According to IRS, every American citizen is responsible for filing their own tax return when required to do so through a duty known as voluntary compliance. Fortunately the majority of Americans comply by determining and paying the correct amount of taxes to the government. However, there are many that willfully and intentionally violate their legal duty of voluntary compliance by failing to pay the correct amount of income, employment, or excise taxes.
Although some Americans live in fear of the IRS because they owe back taxes to the IRS, there is a big difference between owing a few hundred dollars because of mistakes on your previous tax return and committing tax fraud. In committing tax fraud you deliberately break the tax law by providing incorrect information on your tax returns for the purpose of some type of gain.
Activities the IRS determines as breaking the tax laws include but are not limited to:
* deliberately underreporting income
* deliberately omitting income
* keeping two sets of books
* overstating the amount of deductions
* making false entries in books and records
* claiming personal expenses as business expenses
* hiding assets or income
* claiming false deductions
* transferring assets or income
In order to combat tax abuses the IRS created the Criminal Investigation Division that strives to correct the issues of improper tax filing and payment. The Criminal Investigation Division of the IRS investigates a wide array of individuals and industries including business owners and self-employed wage earners. It is the main component of the IRS’s efforts to directly influence taxpayer compliance.
The Tax Fraud Program is the Criminal Investigation Division’s largest enforcement program that covers a variety of tax fraud and tax and money laundering crimes. According to IRS statistics there were 1,863 investigations initiated by the Tax Fraud Program in 2006, leading to nearly 700 people being sentenced and incarcerated for breaking the tax law.
The Tax Fraud Program classifies tax fraud crimes into two basic programs, legal source tax crimes and illegal source financial crimes. Legal source tax crimes involve people who earn wages legally but choose to evade taxes by violation of tax laws. These cases involve behaviors that threaten the tax system, such as questionable claimed refunds, unscrupulous tax return preparers, and persons who challenge the legality of income taxes. The prosecution of these cases is essential in supporting the IRS’s overall compliance goals, encouraging voluntary compliance with the tax laws, and promoting fairness and equity in the American tax system.

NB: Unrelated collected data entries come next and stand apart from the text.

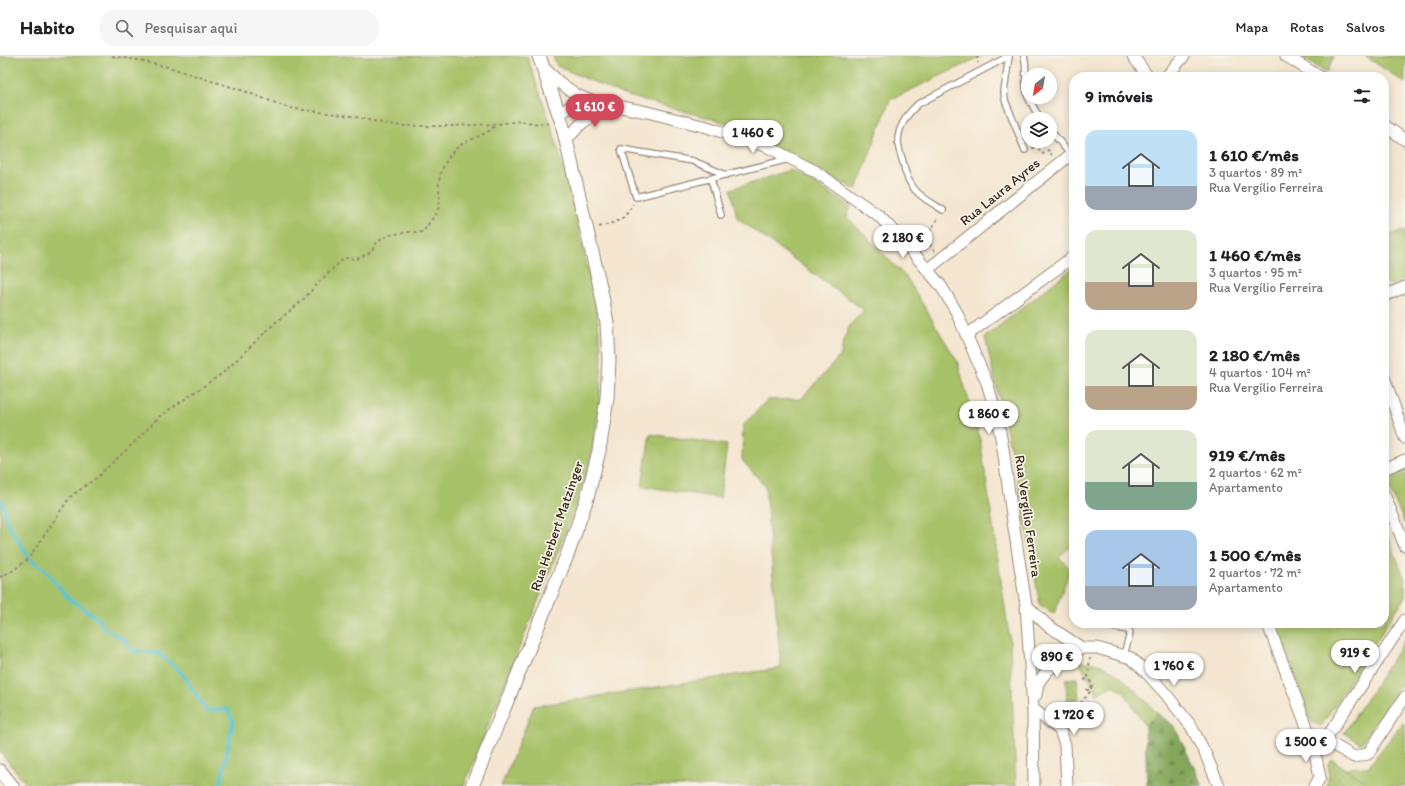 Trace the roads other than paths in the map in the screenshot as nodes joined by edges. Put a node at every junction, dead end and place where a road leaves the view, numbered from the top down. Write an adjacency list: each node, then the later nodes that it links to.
1 (1024, 56): 6 (lane)
2 (1132, 56): 7 (street)
3 (1184, 56): 8 (street)
4 (1286, 56): 9 (street)
5 (542, 62): 10 (street, Rua Vergílio Ferreira); 12 (street, Rua Herbert Matzinger)
6 (1026, 68)
7 (1144, 72)
8 (1170, 72)
9 (1312, 72)
10 (590, 101): 11 (street, Rua Vergílio Ferreira); 12 (street, Rua Vergílio Ferreira)
11 (619, 107): 15 (street, Rua Vergílio Ferreira); 20 (street, Rua Vergílio Ferreira)
12 (560, 118): 15 (street, Rua Herbert Matzinger)
13 (1389, 129): 16 (street)
14 (1057, 138): 18 (lane)
15 (566, 140): 50 (street, Rua Herbert Matzinger)
16 (1405, 140)
17 (1025, 150): 23 (lane)
18 (1069, 151)
19 (1069, 158): 26 (street, Rua Laura Ayres)
20 (792, 159): 21 (lane); 26 (street, Rua Vergílio Ferreira)
21 (726, 176): 22 (lane); 22 (lane)
22 (711, 179): 24 (lane)
23 (943, 210)
24 (721, 215)
25 (1069, 260): 29 (street)
26 (926, 270): 29 (street, Rua Vergílio Ferreira)
27 (1405, 287): 28 (street)
28 (1389, 293)
29 (967, 335): 36 (street, Rua Vergílio Ferreira)
30 (1389, 392): 31 (street)
31 (1405, 438)
32 (1405, 460): 33 (street)
33 (1389, 467)
34 (1389, 506): 35 (street)
35 (1405, 546)
36 (1026, 605): 41 (street); 45 (street, Rua Vergílio Ferreira)
37 (1405, 620): 46 (street)
38 (1118, 628): 40 (lane)
39 (1269, 628): 47 (street)
40 (1129, 630): 42 (lane)
41 (1086, 648): 42 (street); 45 (street)
42 (1124, 655): 53 (street)
43 (1405, 696): 44 (street)
44 (1401, 708): 46 (street)
45 (1034, 709): 51 (street); 52 (street)
46 (1325, 740): 47 (street)
47 (1313, 743): 54 (street)
48 (0, 771): 49 (street)
49 (12, 786)
50 (472, 786)
51 (1034, 786)
52 (1067, 786)
53 (1219, 786)
54 (1315, 786) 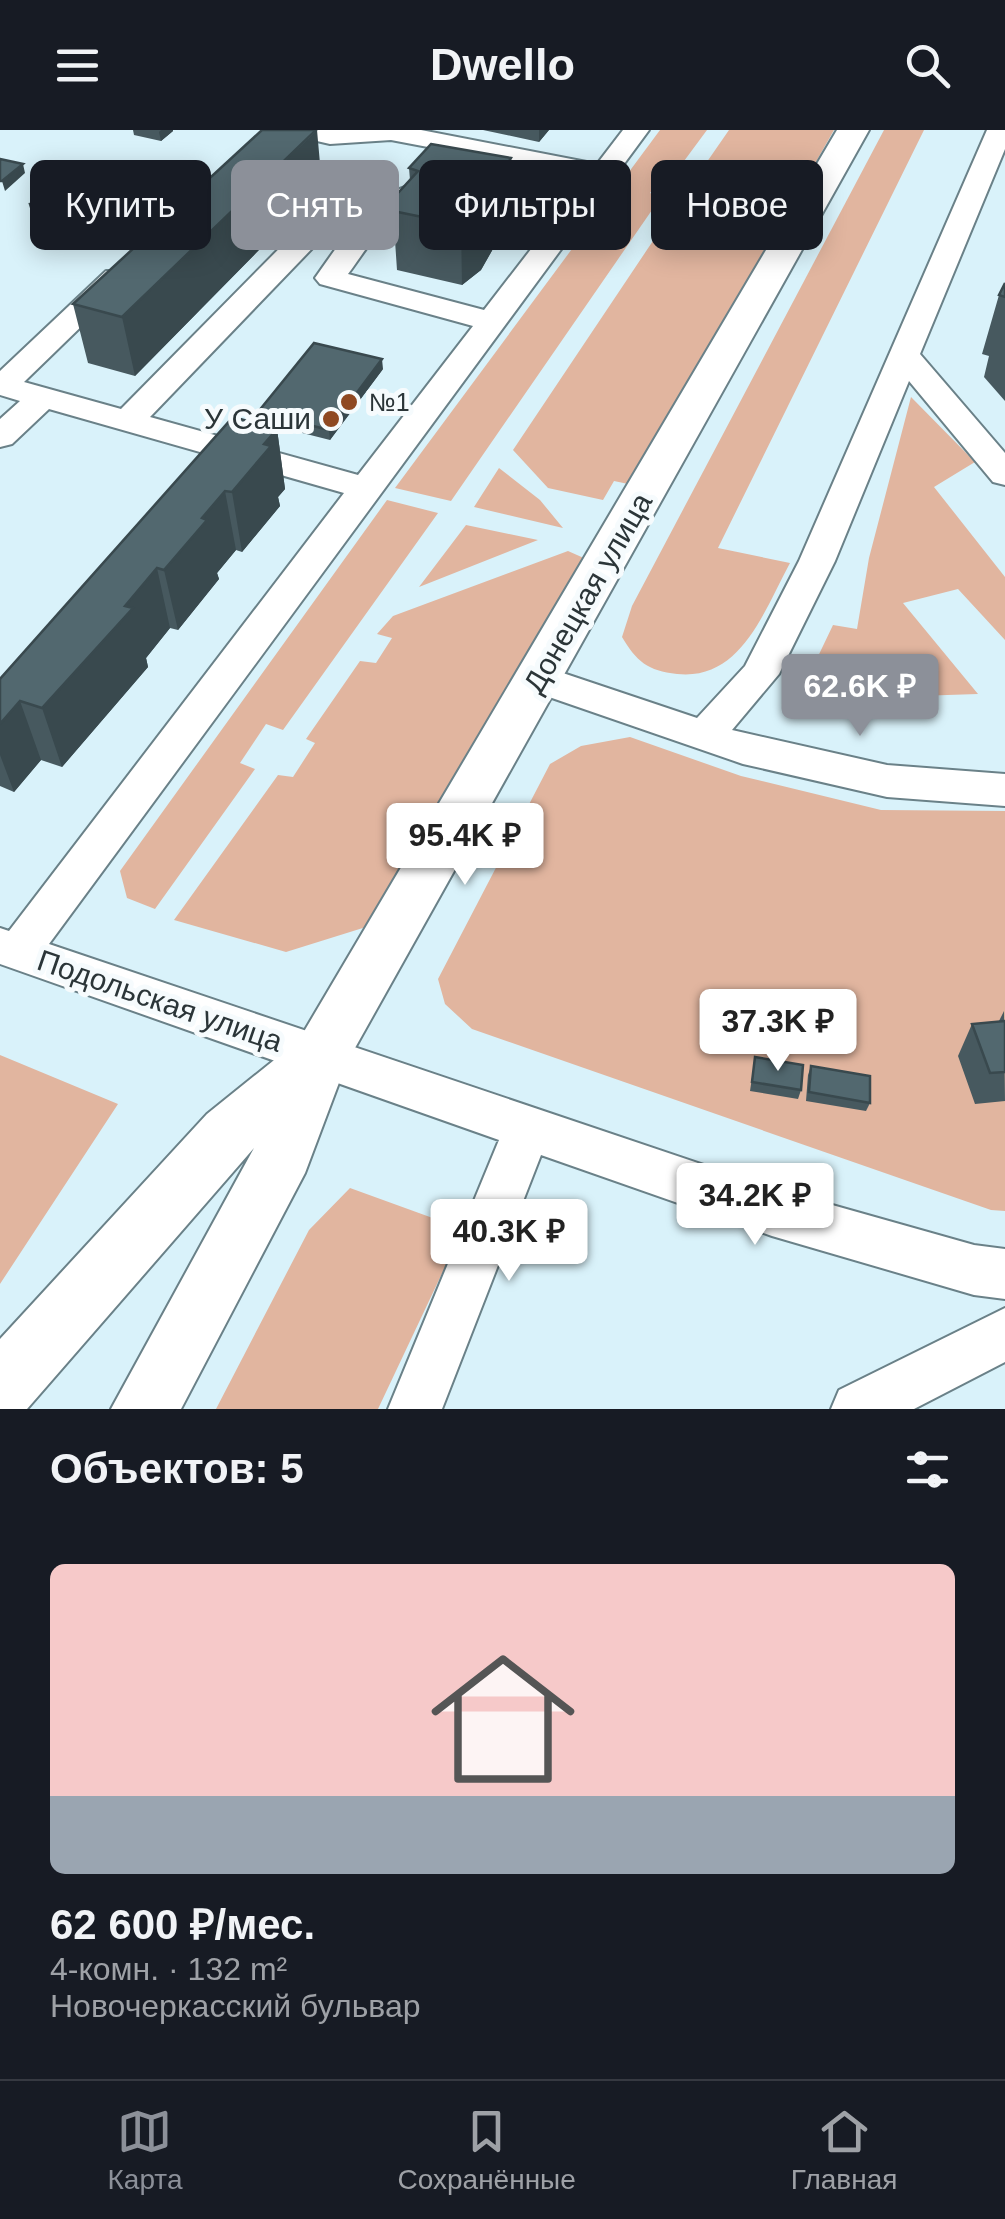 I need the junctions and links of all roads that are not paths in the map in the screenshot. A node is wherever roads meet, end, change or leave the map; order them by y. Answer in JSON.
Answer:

The second program, illegal source financial crimes, focuses on money gained through illegal sources of income, such as illegal gambling. According to the IRS, these underground operations threaten our “voluntary tax compliance system and undermine the overall public confidence in our tax system.” The IRS demands that taxes be paid on money earned through any means, therefore many recipients of illegal income attempt to legitimize their income. This process of “cleaning” the illegally obtained money is known as “money laundering.” The IRS deems money laundering as “tax evasion in progress.”

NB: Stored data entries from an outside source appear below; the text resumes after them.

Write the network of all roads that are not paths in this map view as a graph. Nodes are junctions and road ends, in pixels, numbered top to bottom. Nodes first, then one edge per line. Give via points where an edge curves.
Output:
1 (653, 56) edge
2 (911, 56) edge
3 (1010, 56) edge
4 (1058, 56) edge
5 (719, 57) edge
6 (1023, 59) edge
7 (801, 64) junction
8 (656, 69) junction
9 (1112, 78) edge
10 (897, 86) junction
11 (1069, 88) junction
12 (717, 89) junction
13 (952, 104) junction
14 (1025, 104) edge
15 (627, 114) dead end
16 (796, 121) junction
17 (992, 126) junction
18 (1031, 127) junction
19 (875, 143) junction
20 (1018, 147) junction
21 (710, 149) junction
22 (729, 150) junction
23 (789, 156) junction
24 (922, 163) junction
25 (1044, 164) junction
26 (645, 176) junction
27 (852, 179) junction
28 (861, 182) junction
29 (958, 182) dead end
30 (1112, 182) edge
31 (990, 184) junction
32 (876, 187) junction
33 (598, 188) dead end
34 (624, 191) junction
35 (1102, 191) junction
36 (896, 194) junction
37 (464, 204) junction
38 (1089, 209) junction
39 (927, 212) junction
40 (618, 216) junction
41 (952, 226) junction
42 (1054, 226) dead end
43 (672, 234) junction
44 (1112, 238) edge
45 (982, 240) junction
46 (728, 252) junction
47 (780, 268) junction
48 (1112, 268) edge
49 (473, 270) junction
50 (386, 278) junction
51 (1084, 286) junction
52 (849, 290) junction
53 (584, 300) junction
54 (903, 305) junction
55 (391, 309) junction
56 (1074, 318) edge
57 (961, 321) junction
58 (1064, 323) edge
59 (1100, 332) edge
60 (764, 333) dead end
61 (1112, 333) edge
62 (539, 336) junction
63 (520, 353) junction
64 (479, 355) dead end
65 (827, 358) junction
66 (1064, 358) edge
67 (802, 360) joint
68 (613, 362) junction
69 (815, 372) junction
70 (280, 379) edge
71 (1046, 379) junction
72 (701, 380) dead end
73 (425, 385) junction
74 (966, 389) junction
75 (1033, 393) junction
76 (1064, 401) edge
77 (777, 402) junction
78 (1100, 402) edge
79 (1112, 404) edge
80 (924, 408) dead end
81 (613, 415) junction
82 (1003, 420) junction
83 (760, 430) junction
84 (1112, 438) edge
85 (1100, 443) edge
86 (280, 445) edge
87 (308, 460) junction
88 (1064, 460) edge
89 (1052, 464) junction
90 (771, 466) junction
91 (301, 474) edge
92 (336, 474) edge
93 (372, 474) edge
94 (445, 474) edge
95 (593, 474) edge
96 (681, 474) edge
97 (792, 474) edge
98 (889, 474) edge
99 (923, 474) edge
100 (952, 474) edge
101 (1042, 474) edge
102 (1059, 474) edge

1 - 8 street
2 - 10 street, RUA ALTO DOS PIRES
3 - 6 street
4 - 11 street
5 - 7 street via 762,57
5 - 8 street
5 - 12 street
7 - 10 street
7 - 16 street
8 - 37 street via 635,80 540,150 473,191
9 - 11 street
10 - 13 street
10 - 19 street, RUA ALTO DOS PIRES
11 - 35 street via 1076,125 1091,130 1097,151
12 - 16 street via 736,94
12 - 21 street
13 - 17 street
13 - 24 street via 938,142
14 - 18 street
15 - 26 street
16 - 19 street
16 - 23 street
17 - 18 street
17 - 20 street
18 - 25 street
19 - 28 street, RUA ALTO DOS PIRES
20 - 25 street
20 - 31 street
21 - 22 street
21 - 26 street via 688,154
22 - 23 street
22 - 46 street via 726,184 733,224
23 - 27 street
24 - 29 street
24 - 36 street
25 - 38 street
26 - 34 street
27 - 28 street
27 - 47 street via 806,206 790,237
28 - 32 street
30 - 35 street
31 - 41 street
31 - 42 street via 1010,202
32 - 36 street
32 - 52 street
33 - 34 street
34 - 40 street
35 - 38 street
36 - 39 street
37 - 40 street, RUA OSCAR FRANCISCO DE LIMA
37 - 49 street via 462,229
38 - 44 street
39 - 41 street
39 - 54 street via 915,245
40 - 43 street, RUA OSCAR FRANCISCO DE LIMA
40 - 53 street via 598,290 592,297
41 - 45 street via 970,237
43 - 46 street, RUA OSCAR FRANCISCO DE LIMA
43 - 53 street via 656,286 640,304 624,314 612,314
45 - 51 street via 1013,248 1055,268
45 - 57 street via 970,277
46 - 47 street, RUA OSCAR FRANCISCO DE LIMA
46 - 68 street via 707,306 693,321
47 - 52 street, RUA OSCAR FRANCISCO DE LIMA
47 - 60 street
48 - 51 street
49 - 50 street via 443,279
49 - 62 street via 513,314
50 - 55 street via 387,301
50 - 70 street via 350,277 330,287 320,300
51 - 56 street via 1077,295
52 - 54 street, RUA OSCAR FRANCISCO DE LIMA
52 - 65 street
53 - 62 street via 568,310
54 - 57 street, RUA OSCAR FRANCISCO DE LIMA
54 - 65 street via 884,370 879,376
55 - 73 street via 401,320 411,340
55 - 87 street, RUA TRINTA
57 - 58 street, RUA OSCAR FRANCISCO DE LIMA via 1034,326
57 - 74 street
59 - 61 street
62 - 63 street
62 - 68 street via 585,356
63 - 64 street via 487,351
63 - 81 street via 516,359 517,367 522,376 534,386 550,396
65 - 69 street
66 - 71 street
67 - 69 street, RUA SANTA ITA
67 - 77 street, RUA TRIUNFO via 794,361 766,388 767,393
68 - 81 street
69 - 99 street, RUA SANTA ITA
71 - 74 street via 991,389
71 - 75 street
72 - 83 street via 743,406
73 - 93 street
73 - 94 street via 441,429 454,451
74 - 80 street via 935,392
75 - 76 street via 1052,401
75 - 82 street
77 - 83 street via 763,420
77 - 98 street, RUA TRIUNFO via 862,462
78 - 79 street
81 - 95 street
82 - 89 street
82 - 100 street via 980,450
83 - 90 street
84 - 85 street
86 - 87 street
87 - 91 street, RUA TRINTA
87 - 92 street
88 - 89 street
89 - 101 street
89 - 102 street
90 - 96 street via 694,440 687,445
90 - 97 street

Nowadays, money launderers use various schemes and transactions to conceal income and assets. This includes manipulation of currency reporting requirements and the layering of transactions. Since money laundering and currency violations are often intertwined with tax violations, the illegal source financial crimes program encompasses many tax and tax related violations.
The punishments and penalties for tax fraud issues vary from cases to case. However, according to the US tax code (sections 18 and 26) some violations of tax law carry penalties of up to five years in prison with fines up to $250,000.00 for individuals and $500,000.00 for corporations. According to IRS statistics, the average incarceration sentence for tax fraud crimes in 2006 was 26 months.
The important thing to remember is to be completely honest when preparing your income tax returns. Alternatively, you should seek a competent professional to prepare your returns for you. If you follow your legal duty of voluntary compliance and pay your taxes without hiding income then there is never a reason to worry.